How to complete this task>
Search the records for the string "Right" and copy every line in which it appears.

The records>
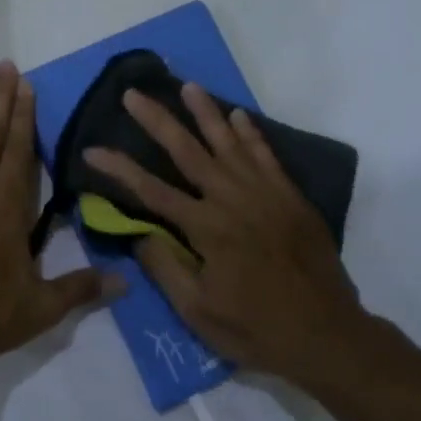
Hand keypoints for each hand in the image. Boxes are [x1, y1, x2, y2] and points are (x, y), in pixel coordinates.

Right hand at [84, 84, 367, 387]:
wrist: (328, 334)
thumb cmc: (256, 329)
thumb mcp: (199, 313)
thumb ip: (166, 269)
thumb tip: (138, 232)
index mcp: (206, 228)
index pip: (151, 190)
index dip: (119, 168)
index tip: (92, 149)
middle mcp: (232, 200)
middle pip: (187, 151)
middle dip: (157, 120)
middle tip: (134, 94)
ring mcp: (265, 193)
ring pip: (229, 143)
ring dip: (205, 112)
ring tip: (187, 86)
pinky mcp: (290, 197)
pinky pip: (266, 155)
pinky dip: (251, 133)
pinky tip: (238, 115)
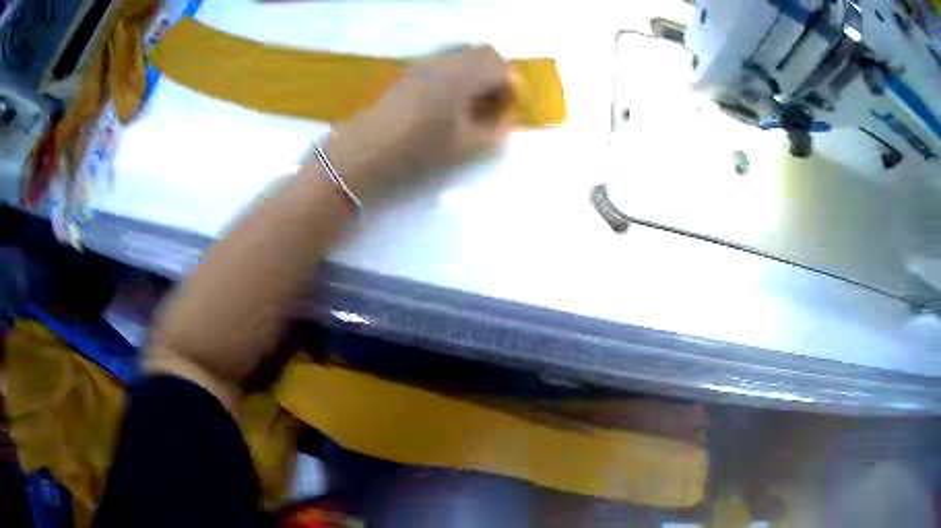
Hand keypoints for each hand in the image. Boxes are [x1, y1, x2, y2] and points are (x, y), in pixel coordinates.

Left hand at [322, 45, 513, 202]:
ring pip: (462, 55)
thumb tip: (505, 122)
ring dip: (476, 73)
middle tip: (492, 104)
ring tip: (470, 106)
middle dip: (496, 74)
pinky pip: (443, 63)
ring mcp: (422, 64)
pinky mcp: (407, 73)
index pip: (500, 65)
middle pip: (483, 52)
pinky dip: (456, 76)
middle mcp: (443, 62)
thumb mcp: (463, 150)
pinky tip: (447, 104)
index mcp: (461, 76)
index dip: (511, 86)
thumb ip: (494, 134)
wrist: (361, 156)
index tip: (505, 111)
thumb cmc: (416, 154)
==
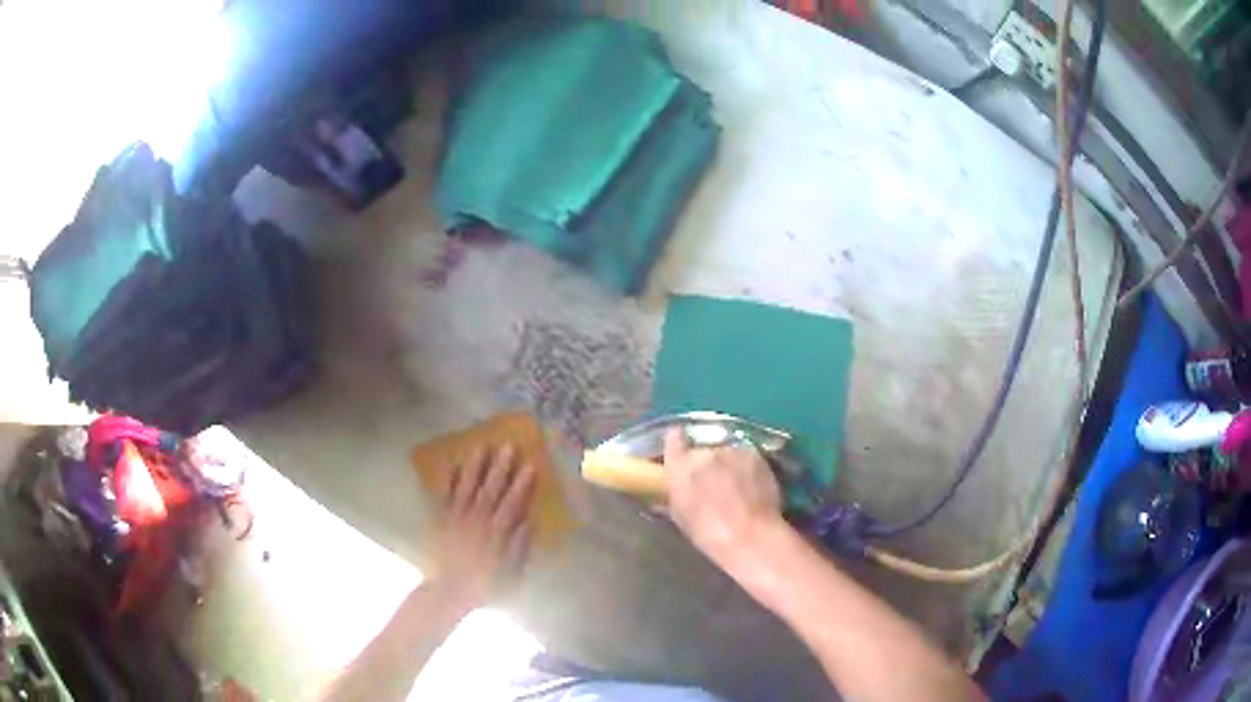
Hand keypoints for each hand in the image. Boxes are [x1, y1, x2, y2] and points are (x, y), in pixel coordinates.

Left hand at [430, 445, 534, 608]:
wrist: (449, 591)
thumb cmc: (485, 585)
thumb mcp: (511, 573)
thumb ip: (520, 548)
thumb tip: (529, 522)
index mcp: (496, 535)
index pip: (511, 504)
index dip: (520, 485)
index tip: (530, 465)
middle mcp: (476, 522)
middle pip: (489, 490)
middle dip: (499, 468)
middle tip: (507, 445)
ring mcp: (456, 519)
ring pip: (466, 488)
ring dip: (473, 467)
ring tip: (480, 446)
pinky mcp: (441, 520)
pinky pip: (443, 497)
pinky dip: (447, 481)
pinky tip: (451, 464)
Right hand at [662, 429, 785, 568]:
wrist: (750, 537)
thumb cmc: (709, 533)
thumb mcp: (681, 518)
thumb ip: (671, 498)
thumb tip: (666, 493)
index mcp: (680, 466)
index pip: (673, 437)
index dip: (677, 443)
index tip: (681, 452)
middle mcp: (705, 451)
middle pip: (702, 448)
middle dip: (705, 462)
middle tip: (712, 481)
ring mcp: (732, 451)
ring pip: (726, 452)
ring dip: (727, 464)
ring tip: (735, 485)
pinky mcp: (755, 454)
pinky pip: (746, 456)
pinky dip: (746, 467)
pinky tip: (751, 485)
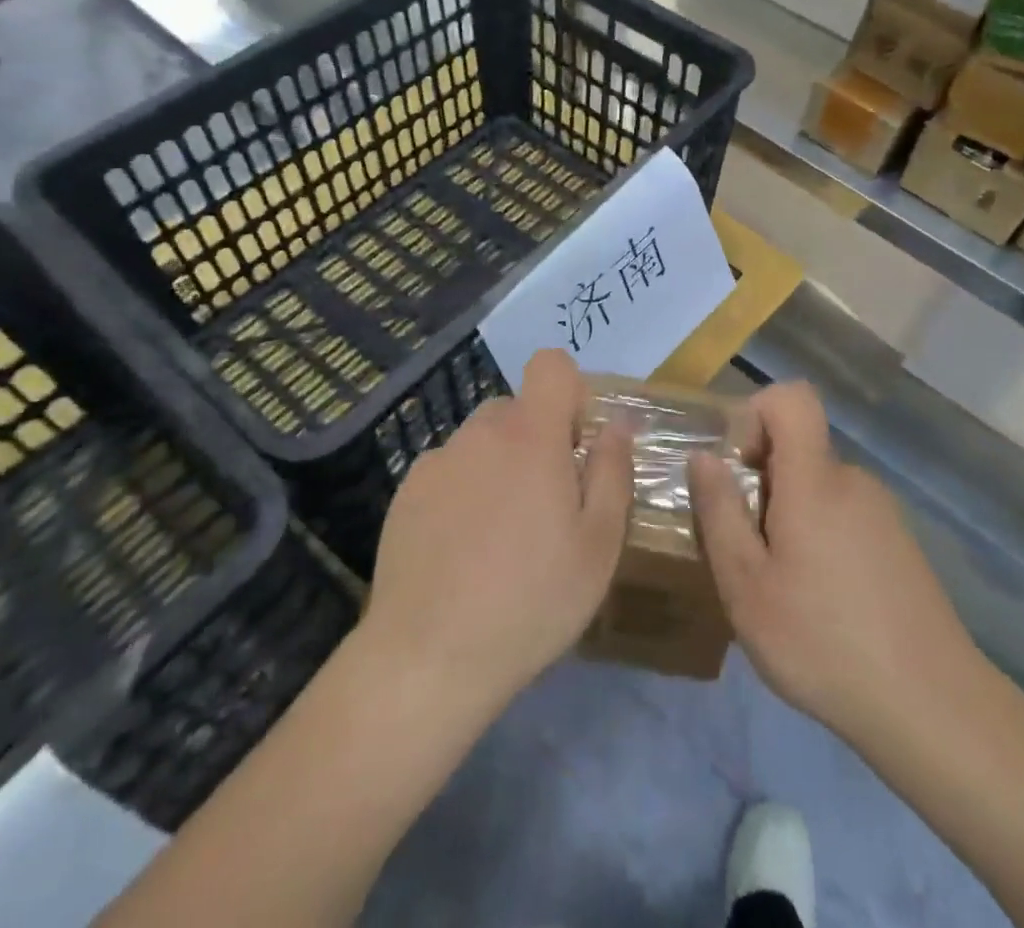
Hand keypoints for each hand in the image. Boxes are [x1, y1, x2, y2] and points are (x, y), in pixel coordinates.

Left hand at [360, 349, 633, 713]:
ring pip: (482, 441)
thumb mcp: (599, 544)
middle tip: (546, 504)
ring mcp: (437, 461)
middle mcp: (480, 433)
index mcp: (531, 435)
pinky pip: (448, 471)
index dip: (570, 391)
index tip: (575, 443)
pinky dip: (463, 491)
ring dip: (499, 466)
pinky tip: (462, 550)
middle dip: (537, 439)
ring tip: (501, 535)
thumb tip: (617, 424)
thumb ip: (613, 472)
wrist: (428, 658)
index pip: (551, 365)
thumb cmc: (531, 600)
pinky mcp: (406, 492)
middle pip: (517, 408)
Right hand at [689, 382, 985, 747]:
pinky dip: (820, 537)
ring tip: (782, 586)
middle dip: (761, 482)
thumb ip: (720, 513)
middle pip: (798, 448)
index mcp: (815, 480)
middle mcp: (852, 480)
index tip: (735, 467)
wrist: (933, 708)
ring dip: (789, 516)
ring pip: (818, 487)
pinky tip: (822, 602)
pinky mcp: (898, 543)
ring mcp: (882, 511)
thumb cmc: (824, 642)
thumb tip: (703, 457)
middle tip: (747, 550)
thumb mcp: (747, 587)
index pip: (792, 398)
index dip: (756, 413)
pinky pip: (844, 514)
...
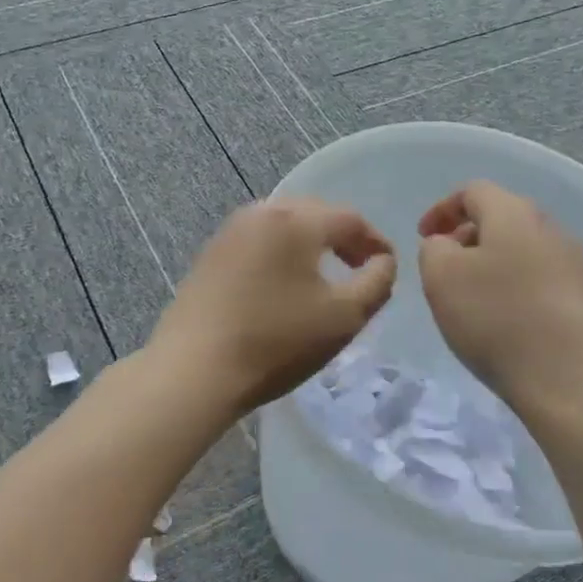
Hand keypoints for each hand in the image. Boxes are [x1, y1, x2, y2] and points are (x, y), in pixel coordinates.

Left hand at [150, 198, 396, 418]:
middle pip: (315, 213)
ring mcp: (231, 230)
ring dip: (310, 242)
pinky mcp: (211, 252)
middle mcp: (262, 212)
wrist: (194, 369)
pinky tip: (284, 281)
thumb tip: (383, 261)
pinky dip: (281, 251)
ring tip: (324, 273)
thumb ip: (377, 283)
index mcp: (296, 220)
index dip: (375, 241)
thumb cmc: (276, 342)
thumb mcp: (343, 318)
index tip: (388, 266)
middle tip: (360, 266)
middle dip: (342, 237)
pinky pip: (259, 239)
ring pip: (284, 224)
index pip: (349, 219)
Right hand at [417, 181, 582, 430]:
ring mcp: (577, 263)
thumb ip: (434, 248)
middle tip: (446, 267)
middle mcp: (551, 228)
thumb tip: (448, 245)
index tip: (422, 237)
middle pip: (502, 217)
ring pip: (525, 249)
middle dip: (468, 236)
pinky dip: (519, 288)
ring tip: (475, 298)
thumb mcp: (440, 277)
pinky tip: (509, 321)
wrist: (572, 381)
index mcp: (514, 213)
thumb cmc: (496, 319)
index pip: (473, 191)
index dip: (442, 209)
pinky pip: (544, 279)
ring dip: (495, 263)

Solution>
Right hand at [84, 84, 367, 387]:
Right hand at [662, 429, 785, 568]:
Right hand at [689, 382, 985, 747]:
Right hand at [417, 181, 582, 430]:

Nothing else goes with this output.